[Dataset entries]
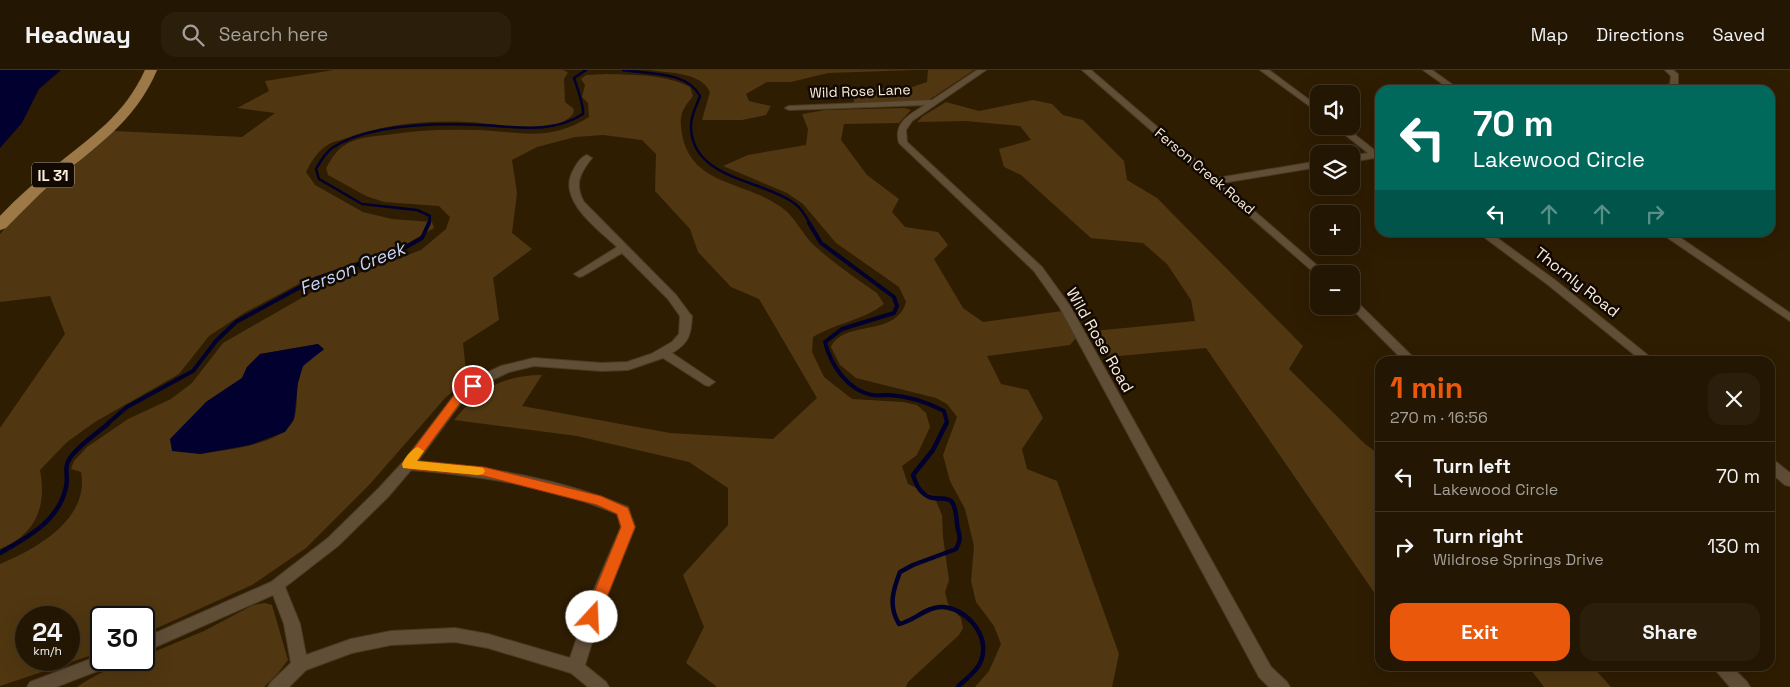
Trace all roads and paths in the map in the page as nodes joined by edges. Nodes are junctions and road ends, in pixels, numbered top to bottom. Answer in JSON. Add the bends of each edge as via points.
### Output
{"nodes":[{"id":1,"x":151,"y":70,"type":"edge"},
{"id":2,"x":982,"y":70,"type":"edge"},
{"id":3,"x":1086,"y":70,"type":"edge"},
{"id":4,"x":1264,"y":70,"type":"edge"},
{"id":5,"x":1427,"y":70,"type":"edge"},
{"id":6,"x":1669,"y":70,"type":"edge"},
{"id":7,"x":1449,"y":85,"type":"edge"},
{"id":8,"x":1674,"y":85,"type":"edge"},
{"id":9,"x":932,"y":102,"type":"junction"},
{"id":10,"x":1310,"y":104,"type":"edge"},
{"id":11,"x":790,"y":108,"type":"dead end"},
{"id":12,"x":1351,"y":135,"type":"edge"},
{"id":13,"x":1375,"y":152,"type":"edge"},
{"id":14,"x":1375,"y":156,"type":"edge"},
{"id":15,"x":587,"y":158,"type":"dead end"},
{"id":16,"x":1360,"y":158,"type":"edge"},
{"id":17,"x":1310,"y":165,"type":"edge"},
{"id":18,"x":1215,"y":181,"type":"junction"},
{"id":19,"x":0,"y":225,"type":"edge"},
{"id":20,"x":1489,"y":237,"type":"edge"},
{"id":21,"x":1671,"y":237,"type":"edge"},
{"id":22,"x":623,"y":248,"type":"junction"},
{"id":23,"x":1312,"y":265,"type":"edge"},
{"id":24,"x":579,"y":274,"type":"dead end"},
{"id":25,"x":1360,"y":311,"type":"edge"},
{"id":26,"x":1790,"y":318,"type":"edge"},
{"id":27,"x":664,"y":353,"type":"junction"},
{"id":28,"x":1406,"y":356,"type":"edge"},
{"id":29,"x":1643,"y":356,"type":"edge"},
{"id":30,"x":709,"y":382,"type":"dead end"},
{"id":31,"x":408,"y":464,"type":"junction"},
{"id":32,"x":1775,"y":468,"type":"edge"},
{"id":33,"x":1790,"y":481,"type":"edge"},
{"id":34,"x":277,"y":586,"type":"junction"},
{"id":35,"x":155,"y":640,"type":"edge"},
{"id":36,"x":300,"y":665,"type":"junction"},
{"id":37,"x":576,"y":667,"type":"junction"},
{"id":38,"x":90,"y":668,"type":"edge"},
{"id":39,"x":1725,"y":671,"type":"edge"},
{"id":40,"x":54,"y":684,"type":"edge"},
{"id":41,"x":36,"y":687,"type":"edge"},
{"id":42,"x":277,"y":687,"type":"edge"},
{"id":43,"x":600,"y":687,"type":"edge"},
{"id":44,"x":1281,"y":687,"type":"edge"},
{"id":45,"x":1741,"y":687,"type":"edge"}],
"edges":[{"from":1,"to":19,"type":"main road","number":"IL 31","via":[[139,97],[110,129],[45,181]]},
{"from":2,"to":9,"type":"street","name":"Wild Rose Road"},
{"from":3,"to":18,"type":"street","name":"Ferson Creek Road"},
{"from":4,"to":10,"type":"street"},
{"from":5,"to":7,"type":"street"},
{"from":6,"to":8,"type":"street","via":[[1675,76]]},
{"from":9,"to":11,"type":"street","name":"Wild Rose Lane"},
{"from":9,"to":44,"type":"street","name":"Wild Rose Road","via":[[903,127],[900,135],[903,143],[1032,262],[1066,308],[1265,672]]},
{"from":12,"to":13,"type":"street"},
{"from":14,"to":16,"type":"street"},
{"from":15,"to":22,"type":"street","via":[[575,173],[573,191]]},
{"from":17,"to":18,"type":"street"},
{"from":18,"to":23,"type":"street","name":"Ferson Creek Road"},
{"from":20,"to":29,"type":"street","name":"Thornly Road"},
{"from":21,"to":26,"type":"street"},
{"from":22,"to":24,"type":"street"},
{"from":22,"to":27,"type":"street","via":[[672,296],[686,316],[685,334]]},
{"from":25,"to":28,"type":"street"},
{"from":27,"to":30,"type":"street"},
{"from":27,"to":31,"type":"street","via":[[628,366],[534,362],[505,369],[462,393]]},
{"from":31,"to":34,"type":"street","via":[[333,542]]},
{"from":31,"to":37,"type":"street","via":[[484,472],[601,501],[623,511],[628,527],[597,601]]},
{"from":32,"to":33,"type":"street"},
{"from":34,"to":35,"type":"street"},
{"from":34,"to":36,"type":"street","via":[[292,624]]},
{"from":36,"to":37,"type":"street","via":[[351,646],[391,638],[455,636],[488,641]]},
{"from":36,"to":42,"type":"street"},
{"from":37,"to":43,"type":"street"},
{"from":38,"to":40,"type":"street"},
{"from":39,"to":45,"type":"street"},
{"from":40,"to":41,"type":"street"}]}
...
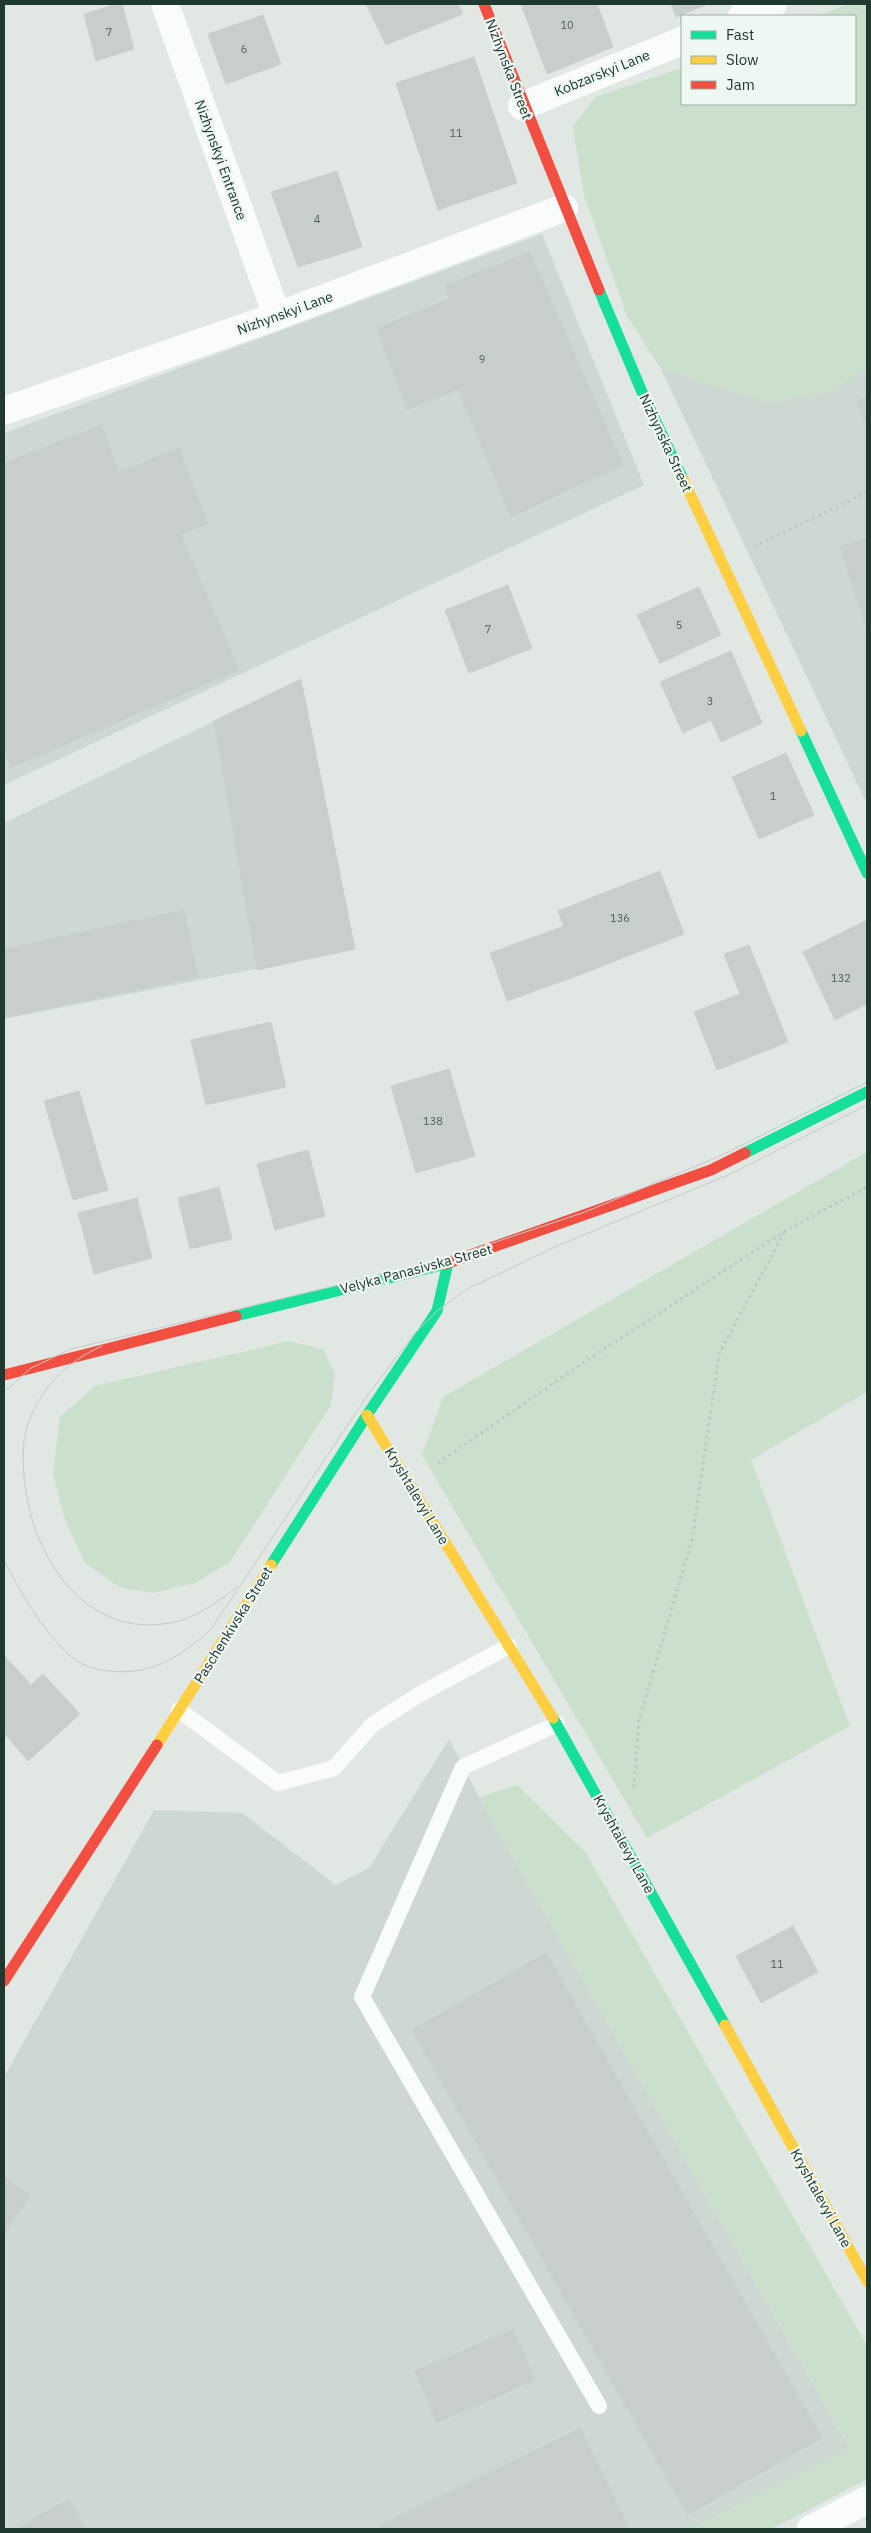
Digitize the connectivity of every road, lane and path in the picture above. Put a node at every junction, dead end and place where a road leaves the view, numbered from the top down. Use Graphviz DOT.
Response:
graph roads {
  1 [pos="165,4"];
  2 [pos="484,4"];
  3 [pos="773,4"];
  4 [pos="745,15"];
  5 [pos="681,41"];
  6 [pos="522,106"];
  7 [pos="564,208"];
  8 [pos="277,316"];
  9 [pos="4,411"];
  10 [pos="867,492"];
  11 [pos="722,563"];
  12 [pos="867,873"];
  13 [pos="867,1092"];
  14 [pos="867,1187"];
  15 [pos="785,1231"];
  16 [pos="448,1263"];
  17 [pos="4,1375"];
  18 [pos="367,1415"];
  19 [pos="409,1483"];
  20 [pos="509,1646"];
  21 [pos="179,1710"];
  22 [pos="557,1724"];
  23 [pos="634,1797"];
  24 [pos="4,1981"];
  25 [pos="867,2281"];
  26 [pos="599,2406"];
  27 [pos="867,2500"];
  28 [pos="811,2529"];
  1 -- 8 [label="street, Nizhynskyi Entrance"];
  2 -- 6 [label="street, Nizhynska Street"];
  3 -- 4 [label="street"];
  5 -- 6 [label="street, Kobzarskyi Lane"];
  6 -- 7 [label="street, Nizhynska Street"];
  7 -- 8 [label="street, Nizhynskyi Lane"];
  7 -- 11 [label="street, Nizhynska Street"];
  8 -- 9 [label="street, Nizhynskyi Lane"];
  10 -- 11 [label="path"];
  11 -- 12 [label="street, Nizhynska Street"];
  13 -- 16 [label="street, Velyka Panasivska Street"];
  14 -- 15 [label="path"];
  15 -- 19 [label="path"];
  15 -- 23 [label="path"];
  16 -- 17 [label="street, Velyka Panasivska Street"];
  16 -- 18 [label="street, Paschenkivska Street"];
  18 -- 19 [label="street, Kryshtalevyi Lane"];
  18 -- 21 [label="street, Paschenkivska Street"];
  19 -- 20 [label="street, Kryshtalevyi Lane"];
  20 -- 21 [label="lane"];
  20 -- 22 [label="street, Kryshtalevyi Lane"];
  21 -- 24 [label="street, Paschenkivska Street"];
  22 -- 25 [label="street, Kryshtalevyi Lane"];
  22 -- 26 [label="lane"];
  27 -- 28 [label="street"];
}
* * *
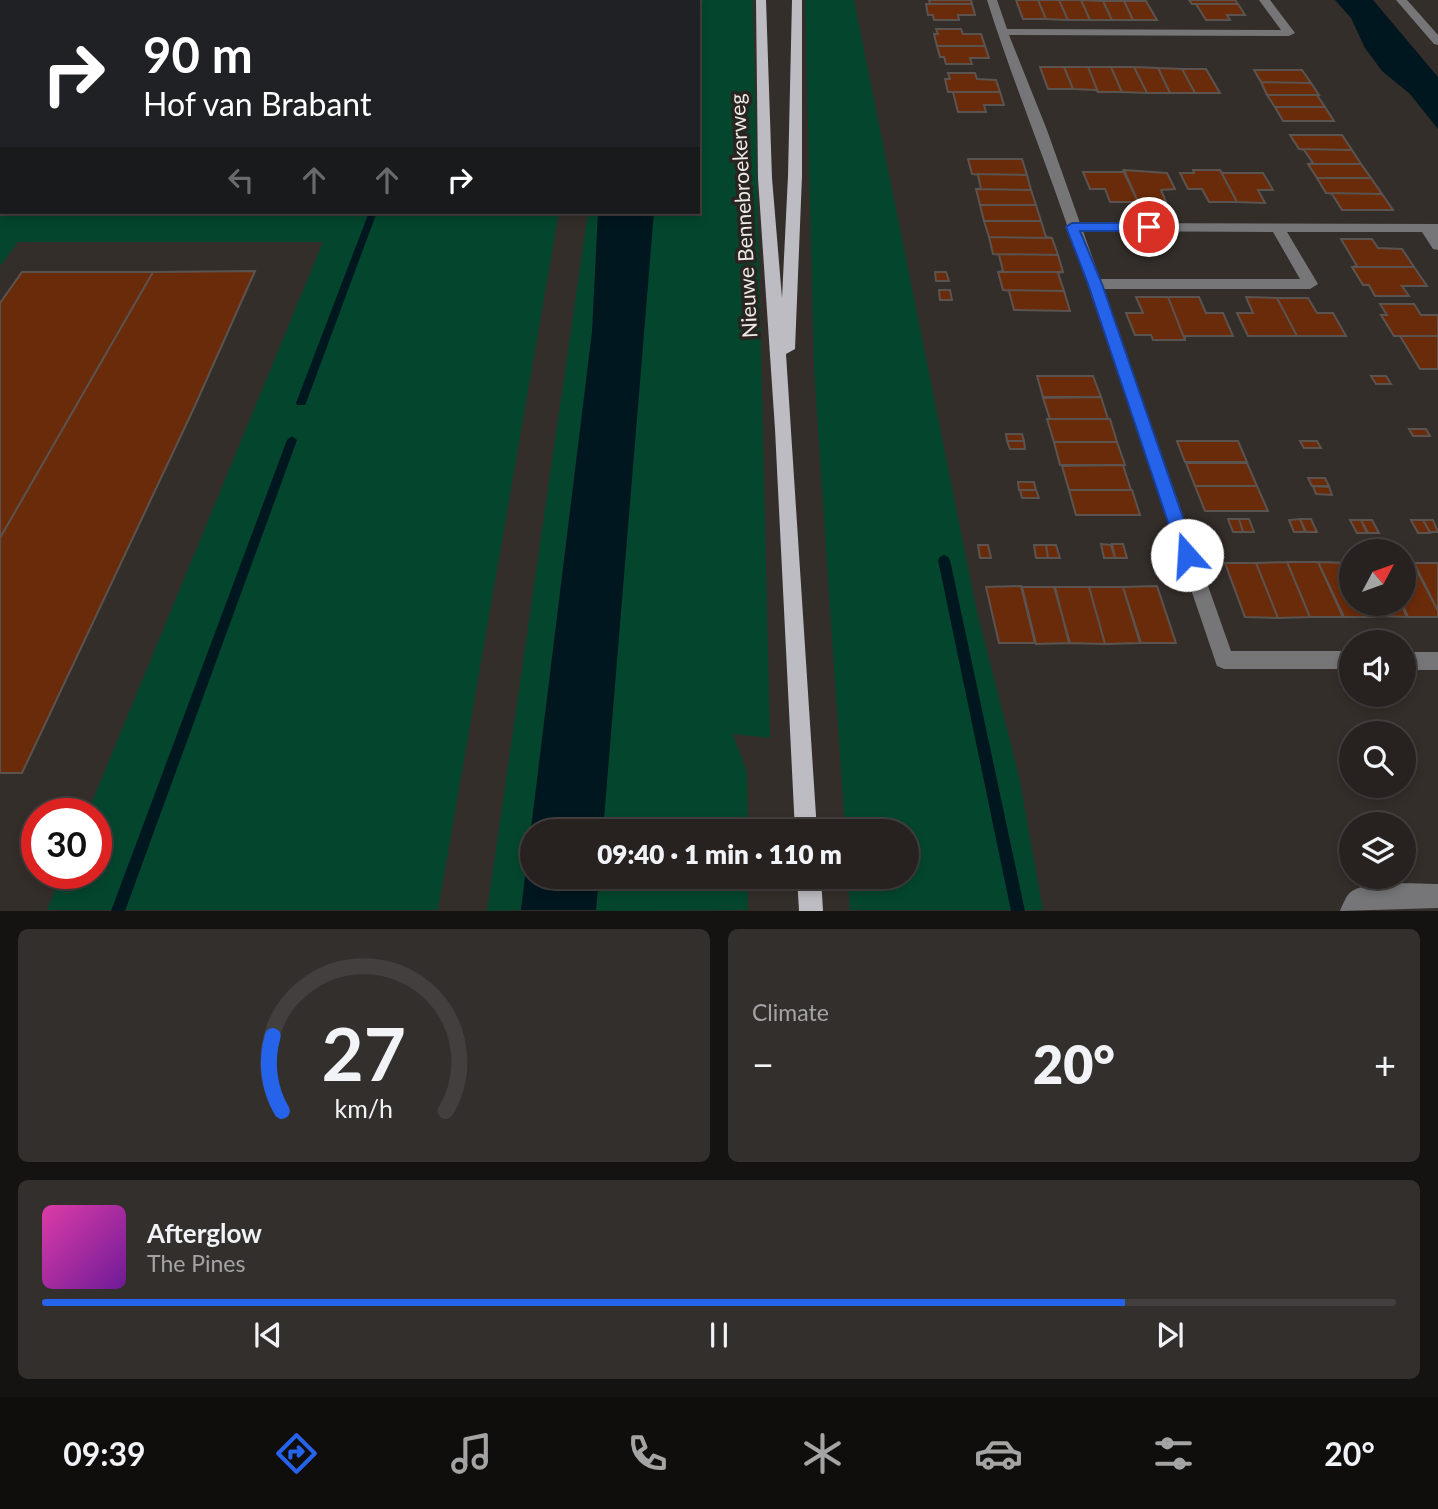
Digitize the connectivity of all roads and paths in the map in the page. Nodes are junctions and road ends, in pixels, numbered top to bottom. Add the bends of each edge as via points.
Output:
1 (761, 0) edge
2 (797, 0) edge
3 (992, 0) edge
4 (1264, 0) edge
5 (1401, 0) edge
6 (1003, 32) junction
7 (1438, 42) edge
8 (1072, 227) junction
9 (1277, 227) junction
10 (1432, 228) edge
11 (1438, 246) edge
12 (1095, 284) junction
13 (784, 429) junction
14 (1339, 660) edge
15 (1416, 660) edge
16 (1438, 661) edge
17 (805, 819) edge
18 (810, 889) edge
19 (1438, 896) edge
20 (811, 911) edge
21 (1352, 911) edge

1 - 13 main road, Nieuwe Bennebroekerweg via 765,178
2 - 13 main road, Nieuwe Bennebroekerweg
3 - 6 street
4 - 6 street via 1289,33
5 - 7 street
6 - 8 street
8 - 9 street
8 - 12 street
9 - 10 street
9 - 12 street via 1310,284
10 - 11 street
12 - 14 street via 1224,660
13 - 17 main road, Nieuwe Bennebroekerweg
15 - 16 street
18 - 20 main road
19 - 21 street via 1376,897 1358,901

[What to do] From the lines above, copy those that contain the word "junctions".

[Exercise answer]
Trace all roads and paths in the map in the page as nodes joined by edges. Nodes are junctions and road ends, in pixels, numbered top to bottom. Answer in JSON. Add the bends of each edge as via points.
Digitize the connectivity of all roads and paths in the map in the page. Nodes are junctions and road ends, in pixels, numbered top to bottom. Add the bends of each edge as via points.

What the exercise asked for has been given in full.